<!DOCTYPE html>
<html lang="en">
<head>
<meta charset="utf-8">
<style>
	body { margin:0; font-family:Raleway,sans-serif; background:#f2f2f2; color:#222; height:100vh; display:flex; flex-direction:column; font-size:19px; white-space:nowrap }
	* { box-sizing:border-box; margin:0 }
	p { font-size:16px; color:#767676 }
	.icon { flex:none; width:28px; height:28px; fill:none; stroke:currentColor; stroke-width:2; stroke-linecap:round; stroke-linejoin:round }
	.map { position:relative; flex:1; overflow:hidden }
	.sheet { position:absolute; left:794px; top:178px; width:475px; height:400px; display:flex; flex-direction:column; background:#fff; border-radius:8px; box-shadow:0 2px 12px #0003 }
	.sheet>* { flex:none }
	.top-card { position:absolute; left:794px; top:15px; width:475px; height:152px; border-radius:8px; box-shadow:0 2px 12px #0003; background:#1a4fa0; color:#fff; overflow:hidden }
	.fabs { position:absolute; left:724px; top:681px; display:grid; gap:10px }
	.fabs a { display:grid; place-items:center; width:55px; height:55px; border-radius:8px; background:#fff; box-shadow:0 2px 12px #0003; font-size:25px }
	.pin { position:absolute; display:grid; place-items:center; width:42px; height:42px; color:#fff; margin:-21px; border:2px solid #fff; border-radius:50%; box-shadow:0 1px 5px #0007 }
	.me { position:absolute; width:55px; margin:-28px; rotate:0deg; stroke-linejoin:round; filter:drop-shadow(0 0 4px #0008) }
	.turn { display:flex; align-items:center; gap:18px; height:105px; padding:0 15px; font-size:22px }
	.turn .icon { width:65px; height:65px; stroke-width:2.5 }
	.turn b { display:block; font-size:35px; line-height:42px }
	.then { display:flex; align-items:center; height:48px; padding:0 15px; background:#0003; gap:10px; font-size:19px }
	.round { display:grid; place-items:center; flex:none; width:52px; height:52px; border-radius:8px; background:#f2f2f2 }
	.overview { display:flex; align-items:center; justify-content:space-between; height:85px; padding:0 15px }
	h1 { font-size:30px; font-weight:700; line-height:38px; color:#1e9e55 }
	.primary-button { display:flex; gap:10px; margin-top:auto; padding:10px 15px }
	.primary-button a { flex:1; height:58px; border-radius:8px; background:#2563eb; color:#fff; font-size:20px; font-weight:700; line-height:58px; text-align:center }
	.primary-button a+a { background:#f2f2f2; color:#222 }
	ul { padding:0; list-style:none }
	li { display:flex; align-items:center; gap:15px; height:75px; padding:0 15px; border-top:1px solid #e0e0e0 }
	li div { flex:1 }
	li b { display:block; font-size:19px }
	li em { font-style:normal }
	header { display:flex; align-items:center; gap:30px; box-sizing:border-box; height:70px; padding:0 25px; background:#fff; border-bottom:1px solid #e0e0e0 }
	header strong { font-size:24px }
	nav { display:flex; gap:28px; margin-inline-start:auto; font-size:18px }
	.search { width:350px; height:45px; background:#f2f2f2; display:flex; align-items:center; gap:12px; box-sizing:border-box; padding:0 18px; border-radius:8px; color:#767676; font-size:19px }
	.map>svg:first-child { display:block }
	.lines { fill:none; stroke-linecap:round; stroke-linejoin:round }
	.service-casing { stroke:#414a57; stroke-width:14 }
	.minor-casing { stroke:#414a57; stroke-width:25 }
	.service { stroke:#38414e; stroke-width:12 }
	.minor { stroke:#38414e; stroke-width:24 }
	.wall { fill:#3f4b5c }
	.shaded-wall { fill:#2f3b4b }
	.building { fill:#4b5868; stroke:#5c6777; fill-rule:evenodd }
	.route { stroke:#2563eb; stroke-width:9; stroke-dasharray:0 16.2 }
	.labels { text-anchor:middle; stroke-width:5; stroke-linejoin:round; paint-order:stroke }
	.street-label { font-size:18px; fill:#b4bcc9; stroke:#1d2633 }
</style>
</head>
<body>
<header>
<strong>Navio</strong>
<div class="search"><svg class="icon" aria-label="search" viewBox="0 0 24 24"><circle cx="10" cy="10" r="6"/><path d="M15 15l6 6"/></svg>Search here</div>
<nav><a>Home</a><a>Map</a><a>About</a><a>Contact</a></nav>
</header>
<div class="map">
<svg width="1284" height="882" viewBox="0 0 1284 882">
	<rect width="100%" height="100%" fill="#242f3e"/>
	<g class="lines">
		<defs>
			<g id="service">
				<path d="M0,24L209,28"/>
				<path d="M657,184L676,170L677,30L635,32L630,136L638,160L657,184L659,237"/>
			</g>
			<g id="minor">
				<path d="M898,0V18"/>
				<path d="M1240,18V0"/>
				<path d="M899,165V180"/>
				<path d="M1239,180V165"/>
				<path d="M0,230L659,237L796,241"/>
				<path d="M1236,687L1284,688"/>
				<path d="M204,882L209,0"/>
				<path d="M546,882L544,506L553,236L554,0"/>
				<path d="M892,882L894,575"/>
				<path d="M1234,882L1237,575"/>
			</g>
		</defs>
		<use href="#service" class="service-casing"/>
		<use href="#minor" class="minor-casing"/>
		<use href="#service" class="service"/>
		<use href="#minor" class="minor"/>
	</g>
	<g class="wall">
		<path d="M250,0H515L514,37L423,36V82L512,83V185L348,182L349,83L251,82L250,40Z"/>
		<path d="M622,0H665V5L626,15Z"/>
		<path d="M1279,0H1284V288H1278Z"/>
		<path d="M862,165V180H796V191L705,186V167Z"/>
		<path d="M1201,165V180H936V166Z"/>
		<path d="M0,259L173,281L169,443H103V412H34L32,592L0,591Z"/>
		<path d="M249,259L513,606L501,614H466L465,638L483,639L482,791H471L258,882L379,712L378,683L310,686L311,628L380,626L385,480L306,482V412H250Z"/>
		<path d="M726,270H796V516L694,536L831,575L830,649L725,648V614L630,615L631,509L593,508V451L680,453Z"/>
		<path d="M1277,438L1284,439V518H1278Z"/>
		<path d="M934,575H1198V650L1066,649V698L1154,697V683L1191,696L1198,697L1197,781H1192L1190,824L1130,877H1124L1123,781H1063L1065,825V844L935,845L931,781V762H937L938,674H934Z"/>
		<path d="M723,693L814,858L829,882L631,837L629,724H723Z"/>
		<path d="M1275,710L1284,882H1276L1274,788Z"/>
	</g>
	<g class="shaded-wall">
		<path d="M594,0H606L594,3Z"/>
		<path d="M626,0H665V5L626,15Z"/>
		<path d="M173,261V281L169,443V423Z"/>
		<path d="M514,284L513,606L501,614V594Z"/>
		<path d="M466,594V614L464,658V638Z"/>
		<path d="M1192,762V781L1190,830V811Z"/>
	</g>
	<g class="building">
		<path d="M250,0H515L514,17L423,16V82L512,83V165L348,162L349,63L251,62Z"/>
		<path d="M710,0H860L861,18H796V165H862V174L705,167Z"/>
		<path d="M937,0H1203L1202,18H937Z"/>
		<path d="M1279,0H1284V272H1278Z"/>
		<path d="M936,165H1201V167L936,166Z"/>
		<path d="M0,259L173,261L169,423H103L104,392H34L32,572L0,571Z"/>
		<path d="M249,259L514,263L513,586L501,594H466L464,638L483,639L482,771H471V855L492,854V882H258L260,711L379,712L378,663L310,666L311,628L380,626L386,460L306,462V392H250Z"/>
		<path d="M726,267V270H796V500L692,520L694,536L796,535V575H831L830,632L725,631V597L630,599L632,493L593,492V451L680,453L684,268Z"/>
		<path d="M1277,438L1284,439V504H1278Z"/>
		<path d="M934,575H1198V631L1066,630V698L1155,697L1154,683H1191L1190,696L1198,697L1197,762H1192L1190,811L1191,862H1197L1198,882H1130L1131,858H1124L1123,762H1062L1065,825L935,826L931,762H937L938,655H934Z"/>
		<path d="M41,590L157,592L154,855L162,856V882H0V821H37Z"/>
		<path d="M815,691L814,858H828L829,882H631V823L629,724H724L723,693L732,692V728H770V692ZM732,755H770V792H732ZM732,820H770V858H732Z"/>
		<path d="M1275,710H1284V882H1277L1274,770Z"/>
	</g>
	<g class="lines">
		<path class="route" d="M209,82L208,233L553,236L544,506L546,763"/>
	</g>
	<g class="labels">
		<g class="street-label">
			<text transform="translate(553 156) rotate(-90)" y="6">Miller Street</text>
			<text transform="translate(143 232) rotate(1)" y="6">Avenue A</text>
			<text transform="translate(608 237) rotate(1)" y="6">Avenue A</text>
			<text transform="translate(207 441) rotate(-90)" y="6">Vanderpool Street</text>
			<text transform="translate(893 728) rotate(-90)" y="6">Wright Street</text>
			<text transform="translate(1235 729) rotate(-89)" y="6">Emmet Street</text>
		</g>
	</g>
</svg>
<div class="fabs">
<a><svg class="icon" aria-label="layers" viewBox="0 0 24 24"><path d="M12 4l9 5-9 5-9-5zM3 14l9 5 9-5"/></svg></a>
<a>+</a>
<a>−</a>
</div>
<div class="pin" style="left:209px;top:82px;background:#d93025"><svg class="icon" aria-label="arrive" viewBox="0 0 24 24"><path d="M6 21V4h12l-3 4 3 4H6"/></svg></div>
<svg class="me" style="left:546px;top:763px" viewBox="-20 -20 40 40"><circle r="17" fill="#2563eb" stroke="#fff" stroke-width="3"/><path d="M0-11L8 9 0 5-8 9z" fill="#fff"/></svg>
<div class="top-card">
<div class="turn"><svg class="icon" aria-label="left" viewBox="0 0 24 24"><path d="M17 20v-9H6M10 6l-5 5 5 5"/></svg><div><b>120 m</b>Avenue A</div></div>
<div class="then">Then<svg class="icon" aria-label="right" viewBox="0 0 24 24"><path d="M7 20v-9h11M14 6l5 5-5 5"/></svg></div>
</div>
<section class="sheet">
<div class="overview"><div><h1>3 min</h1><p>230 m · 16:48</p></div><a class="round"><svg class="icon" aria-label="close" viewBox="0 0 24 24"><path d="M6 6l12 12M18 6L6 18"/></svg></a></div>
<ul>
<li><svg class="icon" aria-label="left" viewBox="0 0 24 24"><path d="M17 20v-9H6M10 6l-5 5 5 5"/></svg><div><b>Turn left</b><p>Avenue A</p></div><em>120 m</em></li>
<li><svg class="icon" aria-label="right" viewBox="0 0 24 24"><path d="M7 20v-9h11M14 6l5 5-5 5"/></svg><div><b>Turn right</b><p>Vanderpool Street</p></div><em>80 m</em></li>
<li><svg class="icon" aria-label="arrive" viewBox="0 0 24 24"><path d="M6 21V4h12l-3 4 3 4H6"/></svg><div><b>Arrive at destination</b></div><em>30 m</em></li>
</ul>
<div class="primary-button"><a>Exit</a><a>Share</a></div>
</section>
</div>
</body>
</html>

Problem statement:
Which lines above run from the one containing "display:flex; align-items:center; gap:18px;" down to the one containing "display:flex; align-items:center; height:48px;"? Repeat exactly those, both ends included, and nothing else.

Final answer:
	.turn { display:flex; align-items:center; gap:18px; height:105px; padding:0 15px; font-size:22px }
	.turn .icon { width:65px; height:65px; stroke-width:2.5 }
	.turn b { display:block; font-size:35px; line-height:42px }
	.then { display:flex; align-items:center; height:48px; padding:0 15px; background:#0003; gap:10px; font-size:19px }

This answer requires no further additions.